* **About this exercise**
Count how many lines in the entries below hold "road". Only the number belongs in the answer.

=== Section Start ===

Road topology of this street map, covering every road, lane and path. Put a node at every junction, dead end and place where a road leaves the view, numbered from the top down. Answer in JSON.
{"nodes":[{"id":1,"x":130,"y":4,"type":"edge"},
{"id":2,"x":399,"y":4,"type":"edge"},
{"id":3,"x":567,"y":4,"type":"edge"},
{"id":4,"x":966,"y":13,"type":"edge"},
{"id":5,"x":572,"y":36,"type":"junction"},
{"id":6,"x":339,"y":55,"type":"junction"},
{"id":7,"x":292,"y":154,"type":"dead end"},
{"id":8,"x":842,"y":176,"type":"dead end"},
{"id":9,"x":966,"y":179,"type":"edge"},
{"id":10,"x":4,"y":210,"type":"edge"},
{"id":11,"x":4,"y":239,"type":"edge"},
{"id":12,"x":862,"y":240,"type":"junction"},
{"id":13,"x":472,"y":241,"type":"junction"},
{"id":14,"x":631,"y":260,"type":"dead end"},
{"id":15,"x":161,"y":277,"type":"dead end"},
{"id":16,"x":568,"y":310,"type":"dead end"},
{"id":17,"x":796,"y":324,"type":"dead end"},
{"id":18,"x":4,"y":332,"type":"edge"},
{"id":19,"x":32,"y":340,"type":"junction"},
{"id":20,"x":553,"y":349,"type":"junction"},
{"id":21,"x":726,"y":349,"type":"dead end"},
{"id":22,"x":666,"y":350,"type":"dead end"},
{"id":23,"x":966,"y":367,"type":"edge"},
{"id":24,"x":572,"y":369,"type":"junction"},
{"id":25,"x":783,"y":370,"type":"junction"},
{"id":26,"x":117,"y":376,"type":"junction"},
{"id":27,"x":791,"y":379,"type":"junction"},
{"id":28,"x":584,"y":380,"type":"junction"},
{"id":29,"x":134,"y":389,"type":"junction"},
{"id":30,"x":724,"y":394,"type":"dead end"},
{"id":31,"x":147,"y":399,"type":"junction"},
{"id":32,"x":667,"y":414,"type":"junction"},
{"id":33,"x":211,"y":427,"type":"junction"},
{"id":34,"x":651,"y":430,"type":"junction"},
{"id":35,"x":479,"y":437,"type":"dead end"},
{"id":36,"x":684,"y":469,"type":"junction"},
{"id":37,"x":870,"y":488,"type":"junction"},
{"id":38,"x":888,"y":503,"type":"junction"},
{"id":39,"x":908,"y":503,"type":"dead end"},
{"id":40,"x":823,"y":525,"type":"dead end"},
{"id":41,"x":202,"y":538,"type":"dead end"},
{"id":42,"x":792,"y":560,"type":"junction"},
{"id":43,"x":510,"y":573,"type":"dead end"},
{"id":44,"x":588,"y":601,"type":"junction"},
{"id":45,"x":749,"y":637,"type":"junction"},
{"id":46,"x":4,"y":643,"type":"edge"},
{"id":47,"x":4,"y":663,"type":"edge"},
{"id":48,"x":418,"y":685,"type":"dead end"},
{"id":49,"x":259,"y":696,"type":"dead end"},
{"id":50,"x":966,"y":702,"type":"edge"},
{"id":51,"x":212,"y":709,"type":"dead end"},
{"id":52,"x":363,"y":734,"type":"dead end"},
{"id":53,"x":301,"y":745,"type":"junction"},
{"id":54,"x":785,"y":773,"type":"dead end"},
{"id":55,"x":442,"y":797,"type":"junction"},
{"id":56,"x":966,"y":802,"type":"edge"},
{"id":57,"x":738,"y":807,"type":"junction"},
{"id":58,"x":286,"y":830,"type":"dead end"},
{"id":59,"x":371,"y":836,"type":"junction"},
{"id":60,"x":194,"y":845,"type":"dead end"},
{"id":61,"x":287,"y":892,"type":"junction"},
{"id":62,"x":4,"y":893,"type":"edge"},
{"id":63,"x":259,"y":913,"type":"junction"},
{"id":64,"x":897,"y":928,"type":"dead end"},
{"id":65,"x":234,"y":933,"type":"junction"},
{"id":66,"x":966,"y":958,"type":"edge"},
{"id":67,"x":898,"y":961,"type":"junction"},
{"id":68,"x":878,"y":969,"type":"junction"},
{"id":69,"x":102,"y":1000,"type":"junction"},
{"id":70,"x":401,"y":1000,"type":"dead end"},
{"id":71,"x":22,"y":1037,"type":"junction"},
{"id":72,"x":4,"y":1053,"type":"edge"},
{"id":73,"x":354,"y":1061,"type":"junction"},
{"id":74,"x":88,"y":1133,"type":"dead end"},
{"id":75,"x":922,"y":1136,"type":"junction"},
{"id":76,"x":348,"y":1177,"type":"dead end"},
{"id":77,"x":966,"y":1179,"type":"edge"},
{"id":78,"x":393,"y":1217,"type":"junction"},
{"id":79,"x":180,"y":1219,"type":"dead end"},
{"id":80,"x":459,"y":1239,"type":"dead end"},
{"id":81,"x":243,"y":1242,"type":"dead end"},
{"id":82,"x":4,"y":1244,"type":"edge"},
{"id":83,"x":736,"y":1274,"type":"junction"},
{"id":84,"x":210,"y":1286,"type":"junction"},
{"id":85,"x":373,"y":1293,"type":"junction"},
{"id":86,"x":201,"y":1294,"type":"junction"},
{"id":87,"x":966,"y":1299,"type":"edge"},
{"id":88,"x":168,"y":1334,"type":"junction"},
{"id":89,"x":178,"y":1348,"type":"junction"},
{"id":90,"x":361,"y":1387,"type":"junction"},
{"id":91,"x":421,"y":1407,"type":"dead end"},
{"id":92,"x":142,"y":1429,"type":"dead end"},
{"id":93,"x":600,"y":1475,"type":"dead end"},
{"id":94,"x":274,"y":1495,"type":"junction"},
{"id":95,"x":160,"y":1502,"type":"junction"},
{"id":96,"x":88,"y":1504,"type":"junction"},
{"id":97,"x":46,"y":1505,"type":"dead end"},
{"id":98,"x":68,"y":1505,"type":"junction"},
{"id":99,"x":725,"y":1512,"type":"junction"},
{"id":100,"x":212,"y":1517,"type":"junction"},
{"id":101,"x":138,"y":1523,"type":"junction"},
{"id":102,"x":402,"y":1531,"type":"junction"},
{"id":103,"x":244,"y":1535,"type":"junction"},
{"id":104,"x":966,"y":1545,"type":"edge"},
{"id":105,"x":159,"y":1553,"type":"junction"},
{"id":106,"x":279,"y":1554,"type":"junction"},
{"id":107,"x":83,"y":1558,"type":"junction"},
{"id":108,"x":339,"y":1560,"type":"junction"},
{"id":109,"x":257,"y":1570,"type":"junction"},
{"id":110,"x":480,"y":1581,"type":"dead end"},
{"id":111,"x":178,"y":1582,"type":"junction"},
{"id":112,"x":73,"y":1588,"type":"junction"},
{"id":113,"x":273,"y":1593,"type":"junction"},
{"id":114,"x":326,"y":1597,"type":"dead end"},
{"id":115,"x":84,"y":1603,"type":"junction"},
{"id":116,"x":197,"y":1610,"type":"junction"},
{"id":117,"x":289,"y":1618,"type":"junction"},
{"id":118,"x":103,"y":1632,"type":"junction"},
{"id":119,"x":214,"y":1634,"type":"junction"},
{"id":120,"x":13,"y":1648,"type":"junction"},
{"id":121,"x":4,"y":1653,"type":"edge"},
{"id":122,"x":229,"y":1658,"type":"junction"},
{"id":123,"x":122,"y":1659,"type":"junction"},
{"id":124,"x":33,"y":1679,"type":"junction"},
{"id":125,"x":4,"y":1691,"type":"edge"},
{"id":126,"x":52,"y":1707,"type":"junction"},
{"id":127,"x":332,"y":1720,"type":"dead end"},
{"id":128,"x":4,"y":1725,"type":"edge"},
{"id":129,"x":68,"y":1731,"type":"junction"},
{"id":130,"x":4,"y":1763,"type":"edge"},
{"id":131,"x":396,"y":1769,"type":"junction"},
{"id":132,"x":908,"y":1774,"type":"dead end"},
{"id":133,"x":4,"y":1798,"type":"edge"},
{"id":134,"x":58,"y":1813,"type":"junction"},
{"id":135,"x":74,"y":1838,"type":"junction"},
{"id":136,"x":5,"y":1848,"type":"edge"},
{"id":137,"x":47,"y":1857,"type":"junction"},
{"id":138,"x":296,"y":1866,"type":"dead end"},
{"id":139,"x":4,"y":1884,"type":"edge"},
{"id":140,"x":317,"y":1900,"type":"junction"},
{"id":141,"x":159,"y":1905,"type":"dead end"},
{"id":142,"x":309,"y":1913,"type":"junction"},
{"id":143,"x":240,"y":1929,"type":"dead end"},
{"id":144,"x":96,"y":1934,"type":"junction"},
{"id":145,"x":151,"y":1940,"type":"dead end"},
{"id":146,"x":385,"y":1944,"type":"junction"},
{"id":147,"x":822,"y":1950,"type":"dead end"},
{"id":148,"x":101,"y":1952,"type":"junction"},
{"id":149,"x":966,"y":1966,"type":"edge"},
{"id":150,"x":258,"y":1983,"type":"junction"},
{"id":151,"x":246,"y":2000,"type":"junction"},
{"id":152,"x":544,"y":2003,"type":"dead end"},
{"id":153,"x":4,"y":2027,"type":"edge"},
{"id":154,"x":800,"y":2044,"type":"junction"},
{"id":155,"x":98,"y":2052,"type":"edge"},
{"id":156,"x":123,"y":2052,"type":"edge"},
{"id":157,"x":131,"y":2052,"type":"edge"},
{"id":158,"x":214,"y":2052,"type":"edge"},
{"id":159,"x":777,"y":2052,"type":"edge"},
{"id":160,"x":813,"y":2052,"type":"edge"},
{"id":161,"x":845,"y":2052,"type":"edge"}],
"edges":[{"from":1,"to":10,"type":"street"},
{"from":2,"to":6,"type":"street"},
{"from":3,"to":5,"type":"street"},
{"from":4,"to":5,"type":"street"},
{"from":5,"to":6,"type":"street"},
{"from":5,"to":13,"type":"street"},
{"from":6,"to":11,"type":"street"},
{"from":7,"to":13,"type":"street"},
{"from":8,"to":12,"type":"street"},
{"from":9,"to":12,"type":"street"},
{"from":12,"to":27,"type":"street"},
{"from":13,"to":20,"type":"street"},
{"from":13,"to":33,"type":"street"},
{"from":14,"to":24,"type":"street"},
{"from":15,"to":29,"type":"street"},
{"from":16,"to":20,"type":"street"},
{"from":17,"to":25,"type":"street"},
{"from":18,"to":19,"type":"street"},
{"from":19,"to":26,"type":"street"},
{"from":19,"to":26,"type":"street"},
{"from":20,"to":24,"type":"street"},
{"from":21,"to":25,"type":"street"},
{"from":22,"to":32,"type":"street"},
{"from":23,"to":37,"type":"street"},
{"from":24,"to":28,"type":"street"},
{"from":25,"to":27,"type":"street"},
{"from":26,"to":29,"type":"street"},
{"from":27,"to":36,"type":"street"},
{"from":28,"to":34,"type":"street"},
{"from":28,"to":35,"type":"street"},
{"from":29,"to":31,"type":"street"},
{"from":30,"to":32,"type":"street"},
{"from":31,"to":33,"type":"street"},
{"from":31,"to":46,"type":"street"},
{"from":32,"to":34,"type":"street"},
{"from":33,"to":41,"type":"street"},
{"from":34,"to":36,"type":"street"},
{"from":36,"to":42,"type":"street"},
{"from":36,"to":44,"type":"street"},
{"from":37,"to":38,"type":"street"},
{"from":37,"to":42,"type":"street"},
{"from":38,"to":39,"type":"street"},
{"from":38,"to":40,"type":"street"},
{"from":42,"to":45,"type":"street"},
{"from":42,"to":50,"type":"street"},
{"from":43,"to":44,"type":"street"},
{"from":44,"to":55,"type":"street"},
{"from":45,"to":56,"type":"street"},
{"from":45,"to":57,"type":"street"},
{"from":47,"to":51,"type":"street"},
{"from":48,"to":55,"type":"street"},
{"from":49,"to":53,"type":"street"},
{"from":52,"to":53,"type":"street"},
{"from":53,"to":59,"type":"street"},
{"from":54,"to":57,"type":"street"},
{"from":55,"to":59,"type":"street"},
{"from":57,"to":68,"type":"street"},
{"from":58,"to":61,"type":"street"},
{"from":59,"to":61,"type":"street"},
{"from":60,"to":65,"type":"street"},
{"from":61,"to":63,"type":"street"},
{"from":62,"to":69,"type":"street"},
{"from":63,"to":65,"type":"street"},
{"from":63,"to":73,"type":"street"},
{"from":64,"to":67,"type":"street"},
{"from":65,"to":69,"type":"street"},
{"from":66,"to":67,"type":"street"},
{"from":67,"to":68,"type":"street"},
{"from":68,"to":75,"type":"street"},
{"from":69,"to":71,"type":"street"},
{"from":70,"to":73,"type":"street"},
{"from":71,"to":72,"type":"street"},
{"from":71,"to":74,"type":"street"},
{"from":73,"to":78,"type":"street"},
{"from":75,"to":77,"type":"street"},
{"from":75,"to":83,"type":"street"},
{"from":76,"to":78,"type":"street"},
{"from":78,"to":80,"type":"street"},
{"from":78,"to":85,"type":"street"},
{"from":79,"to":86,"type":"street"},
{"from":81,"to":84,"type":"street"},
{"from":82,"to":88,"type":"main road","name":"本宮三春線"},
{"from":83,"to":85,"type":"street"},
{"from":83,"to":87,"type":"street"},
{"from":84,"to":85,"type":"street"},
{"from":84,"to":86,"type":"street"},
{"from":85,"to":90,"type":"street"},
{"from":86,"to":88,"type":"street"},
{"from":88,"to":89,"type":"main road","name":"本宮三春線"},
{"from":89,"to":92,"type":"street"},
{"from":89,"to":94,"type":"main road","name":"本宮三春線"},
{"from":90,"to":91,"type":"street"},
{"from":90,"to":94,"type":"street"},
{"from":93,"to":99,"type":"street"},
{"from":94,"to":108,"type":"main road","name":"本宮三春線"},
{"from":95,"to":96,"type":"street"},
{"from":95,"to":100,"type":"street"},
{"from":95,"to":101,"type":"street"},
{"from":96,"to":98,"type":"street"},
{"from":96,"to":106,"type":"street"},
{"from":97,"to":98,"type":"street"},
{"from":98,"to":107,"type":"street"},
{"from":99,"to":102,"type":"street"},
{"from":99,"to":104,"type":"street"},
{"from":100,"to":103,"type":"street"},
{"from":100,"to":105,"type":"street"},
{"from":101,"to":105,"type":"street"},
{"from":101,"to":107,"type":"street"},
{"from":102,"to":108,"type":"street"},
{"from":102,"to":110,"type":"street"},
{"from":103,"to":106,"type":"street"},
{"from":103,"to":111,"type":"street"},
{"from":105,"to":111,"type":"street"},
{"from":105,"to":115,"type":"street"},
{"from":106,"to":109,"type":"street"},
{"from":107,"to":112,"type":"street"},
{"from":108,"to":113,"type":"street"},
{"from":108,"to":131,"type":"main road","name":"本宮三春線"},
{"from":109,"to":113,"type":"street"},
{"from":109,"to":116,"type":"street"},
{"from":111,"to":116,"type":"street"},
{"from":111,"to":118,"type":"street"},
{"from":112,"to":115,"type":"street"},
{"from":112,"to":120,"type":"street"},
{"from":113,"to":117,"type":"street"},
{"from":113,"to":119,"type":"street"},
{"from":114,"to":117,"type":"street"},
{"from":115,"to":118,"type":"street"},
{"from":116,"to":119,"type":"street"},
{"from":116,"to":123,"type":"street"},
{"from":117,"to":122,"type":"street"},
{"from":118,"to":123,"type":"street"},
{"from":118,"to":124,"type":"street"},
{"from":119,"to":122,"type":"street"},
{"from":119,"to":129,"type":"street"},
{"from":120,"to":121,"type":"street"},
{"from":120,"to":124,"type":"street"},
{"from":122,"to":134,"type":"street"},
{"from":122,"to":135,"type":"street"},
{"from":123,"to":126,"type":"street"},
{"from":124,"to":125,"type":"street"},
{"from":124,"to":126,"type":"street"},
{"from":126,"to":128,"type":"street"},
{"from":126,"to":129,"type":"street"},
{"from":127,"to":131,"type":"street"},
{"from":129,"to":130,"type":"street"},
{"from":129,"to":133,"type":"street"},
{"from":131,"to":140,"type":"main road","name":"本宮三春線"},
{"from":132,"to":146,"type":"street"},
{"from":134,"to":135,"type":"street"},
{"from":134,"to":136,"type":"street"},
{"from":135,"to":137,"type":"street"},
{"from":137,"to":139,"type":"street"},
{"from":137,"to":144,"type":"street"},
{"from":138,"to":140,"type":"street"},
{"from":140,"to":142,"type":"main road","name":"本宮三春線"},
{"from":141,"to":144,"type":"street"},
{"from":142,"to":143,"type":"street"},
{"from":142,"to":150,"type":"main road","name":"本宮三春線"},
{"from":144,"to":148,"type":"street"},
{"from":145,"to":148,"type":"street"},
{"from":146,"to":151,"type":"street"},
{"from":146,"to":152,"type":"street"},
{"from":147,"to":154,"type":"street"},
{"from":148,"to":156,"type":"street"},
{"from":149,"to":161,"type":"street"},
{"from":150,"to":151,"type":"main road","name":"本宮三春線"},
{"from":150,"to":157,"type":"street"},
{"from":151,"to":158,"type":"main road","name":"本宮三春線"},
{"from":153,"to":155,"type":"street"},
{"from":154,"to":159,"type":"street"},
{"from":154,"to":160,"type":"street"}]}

=== Section End ===

* **Result of this task**
11